Here, it is crucial for Thread 2 not to use myList for the synchronization, despite we use it for accessing the content, as it is a different object. Thread 2 still must use the original list instance for synchronization. This is a real issue with synchronizedList, whose documentation demonstrates it with an example of accessing the list via an Iterator instance which still must be guarded by synchronizing on the List instance.

does volatile gives other normal stores and loads a happens-before relation?

Is there also an extra happens-before rule that action 1 of normal store also happens before subsequent action2 of normal load?

No it doesn't.

The happens-before is between a volatile write and a following volatile read.

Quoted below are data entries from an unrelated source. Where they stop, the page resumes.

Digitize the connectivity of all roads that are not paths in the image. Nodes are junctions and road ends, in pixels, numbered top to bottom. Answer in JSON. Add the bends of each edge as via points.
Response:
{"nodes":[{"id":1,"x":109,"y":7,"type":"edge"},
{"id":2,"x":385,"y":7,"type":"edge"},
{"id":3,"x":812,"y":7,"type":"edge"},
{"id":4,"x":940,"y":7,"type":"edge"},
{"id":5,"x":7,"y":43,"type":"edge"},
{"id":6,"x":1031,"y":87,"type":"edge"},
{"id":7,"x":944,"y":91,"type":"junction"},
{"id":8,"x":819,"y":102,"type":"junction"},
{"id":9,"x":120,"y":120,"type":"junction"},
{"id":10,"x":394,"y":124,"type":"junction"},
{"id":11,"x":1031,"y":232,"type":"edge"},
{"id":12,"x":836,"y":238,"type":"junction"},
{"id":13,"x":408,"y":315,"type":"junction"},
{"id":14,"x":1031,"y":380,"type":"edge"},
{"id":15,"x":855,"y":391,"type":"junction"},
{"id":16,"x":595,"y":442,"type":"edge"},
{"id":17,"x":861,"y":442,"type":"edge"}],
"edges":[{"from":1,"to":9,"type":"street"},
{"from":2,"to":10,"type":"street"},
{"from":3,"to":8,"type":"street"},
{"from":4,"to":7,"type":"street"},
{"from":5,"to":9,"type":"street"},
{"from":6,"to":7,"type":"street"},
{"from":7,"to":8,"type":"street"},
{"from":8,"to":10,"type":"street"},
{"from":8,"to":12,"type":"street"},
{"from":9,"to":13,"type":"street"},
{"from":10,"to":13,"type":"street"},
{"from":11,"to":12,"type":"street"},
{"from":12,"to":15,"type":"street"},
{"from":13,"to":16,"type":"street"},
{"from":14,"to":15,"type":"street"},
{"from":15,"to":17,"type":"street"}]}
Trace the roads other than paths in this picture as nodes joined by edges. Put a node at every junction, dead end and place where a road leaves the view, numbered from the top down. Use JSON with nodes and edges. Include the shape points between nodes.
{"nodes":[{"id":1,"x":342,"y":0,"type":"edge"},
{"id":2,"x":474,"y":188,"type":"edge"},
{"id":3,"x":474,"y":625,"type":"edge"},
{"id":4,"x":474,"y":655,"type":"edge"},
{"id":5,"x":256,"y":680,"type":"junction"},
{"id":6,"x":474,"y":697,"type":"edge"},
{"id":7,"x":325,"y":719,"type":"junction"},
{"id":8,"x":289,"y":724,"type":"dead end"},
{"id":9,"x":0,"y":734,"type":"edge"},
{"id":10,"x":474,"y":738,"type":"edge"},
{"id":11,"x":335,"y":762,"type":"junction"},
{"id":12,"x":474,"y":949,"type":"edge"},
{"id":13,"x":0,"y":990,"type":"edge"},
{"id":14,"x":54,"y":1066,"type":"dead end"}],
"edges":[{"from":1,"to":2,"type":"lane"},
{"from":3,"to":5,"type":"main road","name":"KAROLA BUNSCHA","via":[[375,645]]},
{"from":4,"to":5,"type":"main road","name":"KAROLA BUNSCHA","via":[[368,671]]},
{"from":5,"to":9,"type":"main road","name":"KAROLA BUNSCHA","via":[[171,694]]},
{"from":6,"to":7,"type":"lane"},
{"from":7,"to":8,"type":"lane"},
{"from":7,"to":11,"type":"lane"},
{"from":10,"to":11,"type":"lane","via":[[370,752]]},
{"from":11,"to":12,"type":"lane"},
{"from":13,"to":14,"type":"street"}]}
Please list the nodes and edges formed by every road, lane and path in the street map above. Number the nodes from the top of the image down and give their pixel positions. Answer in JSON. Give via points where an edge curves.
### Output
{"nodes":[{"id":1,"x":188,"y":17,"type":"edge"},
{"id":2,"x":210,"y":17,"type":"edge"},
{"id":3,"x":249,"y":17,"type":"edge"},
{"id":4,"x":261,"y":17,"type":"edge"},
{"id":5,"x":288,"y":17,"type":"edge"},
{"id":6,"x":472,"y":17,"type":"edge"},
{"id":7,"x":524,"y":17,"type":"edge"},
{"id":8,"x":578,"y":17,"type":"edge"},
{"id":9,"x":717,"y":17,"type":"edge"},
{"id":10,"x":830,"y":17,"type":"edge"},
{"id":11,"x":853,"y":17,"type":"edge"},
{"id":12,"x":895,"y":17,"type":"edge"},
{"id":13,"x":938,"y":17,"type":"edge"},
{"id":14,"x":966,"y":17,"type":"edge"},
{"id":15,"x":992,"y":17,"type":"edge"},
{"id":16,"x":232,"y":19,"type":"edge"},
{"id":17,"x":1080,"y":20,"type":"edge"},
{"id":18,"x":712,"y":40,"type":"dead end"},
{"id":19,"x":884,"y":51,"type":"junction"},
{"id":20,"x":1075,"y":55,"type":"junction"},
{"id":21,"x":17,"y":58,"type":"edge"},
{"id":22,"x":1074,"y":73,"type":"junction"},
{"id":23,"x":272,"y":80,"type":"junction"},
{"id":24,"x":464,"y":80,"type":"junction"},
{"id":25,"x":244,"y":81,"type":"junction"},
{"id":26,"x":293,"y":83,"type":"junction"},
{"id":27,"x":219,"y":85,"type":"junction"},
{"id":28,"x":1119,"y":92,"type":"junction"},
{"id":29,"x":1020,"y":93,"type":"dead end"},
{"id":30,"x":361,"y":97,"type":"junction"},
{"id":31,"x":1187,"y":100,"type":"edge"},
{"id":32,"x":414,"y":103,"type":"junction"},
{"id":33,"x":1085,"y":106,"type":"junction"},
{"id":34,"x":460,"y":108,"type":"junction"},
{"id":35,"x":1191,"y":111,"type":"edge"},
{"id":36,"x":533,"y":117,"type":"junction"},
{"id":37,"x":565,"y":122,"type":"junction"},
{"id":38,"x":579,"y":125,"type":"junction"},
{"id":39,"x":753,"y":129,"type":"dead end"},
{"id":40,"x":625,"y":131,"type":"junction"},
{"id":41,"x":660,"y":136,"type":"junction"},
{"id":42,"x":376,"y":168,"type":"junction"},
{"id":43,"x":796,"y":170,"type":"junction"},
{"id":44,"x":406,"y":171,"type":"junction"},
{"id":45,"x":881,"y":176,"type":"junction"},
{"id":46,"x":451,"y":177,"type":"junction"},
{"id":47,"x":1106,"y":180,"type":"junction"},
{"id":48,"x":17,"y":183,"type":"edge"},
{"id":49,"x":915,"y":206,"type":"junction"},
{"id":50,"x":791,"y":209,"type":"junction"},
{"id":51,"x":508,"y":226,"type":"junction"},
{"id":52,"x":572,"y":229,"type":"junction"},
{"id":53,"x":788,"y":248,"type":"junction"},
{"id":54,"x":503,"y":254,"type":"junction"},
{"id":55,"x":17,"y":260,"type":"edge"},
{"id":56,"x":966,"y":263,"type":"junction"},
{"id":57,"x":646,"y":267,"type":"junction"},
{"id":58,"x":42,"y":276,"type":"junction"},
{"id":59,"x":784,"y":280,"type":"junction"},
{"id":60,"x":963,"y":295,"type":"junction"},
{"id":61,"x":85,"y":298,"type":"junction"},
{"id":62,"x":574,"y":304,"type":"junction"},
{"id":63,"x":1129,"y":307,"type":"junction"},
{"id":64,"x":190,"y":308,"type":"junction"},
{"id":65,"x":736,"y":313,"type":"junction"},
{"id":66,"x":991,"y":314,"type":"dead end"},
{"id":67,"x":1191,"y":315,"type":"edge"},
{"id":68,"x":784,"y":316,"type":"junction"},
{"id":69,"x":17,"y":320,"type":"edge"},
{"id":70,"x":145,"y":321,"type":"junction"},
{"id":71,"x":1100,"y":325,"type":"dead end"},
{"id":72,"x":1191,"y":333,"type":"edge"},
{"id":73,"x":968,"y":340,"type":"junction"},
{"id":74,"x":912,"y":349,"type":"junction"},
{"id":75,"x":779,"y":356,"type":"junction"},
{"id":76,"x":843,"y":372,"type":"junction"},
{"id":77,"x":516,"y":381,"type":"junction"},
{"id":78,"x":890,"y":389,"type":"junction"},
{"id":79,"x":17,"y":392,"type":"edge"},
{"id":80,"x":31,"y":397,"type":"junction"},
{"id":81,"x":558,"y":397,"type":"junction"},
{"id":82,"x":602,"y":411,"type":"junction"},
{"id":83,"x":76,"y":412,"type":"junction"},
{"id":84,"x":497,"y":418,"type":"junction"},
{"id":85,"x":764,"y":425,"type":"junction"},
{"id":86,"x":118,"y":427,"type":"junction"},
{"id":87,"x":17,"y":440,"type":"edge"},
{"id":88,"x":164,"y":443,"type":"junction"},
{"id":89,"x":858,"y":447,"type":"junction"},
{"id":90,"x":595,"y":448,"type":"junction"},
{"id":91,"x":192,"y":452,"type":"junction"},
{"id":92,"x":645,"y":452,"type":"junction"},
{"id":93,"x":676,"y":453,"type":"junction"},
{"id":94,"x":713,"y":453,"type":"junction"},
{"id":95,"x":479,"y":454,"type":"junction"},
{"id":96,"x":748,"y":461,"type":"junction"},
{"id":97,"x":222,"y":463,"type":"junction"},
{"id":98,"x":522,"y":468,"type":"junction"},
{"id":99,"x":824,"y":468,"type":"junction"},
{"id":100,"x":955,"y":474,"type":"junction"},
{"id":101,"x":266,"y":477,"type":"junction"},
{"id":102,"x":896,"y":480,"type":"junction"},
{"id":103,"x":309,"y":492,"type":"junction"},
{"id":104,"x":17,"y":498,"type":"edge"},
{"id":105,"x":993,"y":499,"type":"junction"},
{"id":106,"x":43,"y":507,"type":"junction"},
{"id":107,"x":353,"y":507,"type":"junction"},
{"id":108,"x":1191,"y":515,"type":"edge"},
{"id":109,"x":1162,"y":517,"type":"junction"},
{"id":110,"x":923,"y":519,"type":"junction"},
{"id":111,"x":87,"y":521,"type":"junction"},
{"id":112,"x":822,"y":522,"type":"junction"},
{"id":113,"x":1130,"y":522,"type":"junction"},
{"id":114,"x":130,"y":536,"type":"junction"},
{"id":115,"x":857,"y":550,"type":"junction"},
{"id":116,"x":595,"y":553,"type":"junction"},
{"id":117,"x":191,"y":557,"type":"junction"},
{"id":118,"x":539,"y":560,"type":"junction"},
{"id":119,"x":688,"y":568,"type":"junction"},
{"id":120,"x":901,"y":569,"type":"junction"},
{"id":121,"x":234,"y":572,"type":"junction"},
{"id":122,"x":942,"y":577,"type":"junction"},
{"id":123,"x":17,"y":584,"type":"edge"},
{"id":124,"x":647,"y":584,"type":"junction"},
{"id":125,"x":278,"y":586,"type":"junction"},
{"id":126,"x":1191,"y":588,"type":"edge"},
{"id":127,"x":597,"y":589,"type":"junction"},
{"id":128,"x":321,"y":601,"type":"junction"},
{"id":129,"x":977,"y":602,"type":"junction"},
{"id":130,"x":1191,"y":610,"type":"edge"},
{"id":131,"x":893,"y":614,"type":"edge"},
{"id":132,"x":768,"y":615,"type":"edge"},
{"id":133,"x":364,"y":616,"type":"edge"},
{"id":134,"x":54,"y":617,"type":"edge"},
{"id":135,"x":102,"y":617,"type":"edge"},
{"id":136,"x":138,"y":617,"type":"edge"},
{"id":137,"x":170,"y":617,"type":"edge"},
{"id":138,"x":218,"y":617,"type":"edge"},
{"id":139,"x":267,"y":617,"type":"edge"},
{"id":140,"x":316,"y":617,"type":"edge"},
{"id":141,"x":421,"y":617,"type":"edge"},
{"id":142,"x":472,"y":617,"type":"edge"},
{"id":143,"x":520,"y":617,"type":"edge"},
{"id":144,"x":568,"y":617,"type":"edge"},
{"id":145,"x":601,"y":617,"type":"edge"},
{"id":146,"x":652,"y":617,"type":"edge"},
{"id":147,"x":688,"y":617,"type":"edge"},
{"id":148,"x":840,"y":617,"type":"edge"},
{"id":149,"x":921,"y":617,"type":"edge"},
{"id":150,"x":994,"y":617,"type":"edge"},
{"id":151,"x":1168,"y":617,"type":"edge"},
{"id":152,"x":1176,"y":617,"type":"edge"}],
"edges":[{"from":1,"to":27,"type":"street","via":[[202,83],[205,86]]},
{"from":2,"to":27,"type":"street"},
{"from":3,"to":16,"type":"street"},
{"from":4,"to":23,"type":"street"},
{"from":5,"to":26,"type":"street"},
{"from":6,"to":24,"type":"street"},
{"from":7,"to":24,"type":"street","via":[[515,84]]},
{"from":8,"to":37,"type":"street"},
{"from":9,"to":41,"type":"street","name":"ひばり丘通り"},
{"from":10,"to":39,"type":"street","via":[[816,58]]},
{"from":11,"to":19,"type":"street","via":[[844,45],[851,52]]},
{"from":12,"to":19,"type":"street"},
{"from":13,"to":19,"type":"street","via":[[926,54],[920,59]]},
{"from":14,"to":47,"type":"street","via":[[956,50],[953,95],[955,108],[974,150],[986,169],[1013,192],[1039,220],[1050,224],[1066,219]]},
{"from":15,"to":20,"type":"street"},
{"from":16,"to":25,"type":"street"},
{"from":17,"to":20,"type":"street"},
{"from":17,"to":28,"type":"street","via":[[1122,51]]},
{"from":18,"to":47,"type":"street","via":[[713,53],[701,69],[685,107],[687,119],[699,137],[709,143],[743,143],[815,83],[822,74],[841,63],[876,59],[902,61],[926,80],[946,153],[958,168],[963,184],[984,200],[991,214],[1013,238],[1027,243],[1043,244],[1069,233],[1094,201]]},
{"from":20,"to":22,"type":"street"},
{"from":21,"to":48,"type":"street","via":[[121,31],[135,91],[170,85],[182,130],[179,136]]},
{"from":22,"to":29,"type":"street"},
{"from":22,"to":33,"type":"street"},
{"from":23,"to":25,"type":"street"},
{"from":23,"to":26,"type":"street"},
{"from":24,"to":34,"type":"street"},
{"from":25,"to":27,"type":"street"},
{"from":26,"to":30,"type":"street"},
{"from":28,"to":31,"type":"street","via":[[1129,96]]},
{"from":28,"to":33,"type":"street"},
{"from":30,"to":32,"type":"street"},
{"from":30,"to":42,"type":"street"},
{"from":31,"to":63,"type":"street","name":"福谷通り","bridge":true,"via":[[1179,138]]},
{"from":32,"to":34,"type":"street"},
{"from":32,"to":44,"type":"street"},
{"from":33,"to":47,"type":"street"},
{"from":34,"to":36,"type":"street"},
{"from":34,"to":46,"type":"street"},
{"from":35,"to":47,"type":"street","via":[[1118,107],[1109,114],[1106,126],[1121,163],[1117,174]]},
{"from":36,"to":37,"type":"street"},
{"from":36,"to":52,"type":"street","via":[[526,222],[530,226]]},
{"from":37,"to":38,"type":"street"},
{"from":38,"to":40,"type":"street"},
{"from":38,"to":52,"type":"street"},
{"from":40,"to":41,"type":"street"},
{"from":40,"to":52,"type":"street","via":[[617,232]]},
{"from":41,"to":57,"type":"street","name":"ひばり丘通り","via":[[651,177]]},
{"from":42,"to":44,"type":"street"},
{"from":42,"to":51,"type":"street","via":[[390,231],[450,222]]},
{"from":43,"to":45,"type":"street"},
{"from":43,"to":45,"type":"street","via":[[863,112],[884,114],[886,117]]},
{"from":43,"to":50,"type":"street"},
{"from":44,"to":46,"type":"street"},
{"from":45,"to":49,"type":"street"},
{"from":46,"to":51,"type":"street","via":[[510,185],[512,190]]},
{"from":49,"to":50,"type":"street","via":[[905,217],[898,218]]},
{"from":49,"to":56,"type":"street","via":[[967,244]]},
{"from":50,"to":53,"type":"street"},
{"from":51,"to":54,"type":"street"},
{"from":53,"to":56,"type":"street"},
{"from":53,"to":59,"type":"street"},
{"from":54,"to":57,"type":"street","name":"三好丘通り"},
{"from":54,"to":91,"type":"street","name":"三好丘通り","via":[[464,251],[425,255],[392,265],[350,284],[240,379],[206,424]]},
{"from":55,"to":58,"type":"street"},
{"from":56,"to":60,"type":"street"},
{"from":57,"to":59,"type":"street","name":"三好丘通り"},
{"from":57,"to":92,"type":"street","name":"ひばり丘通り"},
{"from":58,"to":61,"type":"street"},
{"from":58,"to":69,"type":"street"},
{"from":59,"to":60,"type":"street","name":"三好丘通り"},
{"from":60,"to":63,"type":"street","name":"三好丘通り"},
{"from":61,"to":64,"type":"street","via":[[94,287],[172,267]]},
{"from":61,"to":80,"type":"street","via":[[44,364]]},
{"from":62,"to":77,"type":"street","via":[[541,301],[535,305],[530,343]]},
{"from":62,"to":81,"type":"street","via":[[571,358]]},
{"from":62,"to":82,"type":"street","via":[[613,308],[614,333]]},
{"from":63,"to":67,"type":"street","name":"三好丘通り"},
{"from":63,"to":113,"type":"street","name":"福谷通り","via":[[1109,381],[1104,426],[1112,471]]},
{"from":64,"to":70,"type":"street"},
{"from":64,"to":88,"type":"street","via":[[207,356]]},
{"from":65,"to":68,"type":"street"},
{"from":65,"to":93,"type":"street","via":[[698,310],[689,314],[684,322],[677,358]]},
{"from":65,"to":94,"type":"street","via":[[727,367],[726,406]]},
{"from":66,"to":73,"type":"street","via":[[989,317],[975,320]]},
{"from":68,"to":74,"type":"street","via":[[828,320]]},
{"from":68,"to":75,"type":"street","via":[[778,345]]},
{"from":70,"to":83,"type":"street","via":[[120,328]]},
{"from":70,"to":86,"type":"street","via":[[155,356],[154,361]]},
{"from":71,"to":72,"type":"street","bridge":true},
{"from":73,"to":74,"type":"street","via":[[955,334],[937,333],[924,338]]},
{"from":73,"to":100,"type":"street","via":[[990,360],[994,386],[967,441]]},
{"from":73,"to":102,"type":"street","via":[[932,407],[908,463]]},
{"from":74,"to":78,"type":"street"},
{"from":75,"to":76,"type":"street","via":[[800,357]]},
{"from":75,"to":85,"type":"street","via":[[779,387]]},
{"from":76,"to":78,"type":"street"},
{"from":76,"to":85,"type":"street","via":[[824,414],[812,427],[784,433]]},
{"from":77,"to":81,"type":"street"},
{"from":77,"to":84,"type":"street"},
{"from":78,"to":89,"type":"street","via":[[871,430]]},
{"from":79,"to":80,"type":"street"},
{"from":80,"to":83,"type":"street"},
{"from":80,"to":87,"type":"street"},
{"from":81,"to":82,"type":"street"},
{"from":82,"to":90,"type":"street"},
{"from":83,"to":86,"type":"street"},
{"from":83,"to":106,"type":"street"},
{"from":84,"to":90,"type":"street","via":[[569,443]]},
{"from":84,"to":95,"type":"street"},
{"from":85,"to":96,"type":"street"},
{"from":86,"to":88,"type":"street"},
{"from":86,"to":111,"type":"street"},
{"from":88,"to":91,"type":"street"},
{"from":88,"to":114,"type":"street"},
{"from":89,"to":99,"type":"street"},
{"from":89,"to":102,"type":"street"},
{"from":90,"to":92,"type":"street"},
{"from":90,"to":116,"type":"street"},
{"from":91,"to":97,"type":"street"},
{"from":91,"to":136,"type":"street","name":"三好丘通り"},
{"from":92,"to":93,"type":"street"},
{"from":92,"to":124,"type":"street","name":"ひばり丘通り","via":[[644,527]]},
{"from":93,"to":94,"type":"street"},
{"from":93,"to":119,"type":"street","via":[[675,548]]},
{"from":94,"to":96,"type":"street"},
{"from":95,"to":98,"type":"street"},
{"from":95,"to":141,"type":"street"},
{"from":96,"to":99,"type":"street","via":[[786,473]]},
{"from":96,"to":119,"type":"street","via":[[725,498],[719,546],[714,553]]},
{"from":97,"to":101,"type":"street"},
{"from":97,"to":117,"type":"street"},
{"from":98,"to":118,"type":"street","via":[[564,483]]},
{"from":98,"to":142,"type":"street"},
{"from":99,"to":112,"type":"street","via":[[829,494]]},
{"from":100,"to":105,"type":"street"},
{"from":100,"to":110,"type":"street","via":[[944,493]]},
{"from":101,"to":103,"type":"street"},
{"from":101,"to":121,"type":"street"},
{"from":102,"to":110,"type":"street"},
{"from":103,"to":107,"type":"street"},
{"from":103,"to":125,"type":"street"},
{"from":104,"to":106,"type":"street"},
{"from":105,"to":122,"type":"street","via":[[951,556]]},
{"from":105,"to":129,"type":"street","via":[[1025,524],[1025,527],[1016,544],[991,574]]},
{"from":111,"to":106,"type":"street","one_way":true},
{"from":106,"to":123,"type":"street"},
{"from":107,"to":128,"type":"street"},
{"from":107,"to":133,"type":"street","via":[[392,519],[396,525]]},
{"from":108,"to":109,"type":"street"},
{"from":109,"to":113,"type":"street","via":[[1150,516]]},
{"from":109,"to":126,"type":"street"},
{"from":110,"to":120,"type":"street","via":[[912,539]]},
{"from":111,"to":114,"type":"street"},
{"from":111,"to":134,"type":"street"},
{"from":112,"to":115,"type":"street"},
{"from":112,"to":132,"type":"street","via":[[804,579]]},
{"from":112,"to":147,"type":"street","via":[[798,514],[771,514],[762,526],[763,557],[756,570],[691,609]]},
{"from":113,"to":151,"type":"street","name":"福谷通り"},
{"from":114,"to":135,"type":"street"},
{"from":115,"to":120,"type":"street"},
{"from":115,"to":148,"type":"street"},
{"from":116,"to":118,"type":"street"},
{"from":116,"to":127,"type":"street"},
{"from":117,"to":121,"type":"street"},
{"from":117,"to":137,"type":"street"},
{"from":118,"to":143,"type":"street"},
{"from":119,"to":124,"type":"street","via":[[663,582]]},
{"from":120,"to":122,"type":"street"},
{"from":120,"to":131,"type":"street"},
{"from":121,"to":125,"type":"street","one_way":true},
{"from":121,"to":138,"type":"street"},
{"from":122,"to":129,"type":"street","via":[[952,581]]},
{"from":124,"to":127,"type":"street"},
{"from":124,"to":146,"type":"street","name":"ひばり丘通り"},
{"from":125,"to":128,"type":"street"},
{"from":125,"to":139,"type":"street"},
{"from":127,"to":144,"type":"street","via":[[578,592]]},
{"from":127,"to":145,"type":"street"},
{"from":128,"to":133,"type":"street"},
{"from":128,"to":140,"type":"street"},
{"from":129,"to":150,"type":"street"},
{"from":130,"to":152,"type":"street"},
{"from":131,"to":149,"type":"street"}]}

In your example, the volatile read is missing so there is no chaining of the happens-before relations to the non-volatile read. Therefore your program is not well-formed with respect to memory visibility. The value assigned to k may not be 100, on some hardware, etc.

To fix this, you would need to do this:

int a;
volatile int x;

public void action1() {
a = 100; --- normal store
x = 123; ---volatile store
}

public void action2() {
int x = x; ---volatile load
int k = a; ---normal load
}

I have another question why volatile guarantees the following normal loads use memory instead of cache? (java spec doesn't explain the underlying level, and only state the rules so I don't quite understand the mechanics behind.

The Java spec deliberately doesn't talk about the hardware. Instead, it specifies the prerequisites for a well-formed Java program. If the program meets those prerequisites, then visibility properties are guaranteed. How they are met is the compiler writer's problem.

A consequence of the JMM specification is that on hardware with caches and multiple processors, the most obvious and efficient implementation approach is to do cache flushes, etc. But that is the compiler writer's concern ... not yours.

You (the Java programmer) do not need to know about caches, memory barriers, etc. You just need to understand the happens-before rules. But if you want to understand things in terms of the JSR 133 cookbook, then there are a few things to bear in mind:

  1. The Cookbook is not definitive, and not complete. It says so clearly.

  2. The Cookbook is only directly relevant to the behavior of well-formed programs. If the required happens-before chain is not there, then necessary barriers are likely to be missing and other things and all bets are off.

  3. An actual Java implementation isn't necessarily going to do things the way that the Cookbook ... umm ... recommends.

Note that for my (corrected) version of the example, the cookbook says that there would / should be a LoadLoad barrier between the two loads.

Happens-before with different monitors

Memory effects as a result of using synchronized or volatile are simply just that - memory effects. The fact that memory is observed to be "flushed from cache" has no direct relationship back to synchronized or volatile. Happens-before relationships are only true when operations occur as a result of actions specified in JLS 17.4.5, or as a result of being in a happens-before chain (i.e. piggyback) with those variables. If you perform two synchronized or volatile actions on different variables, there is NO happens-before relationship.

Memory effects come as a result of happens-before ordering, but happens-before never comes as a result of memory effects.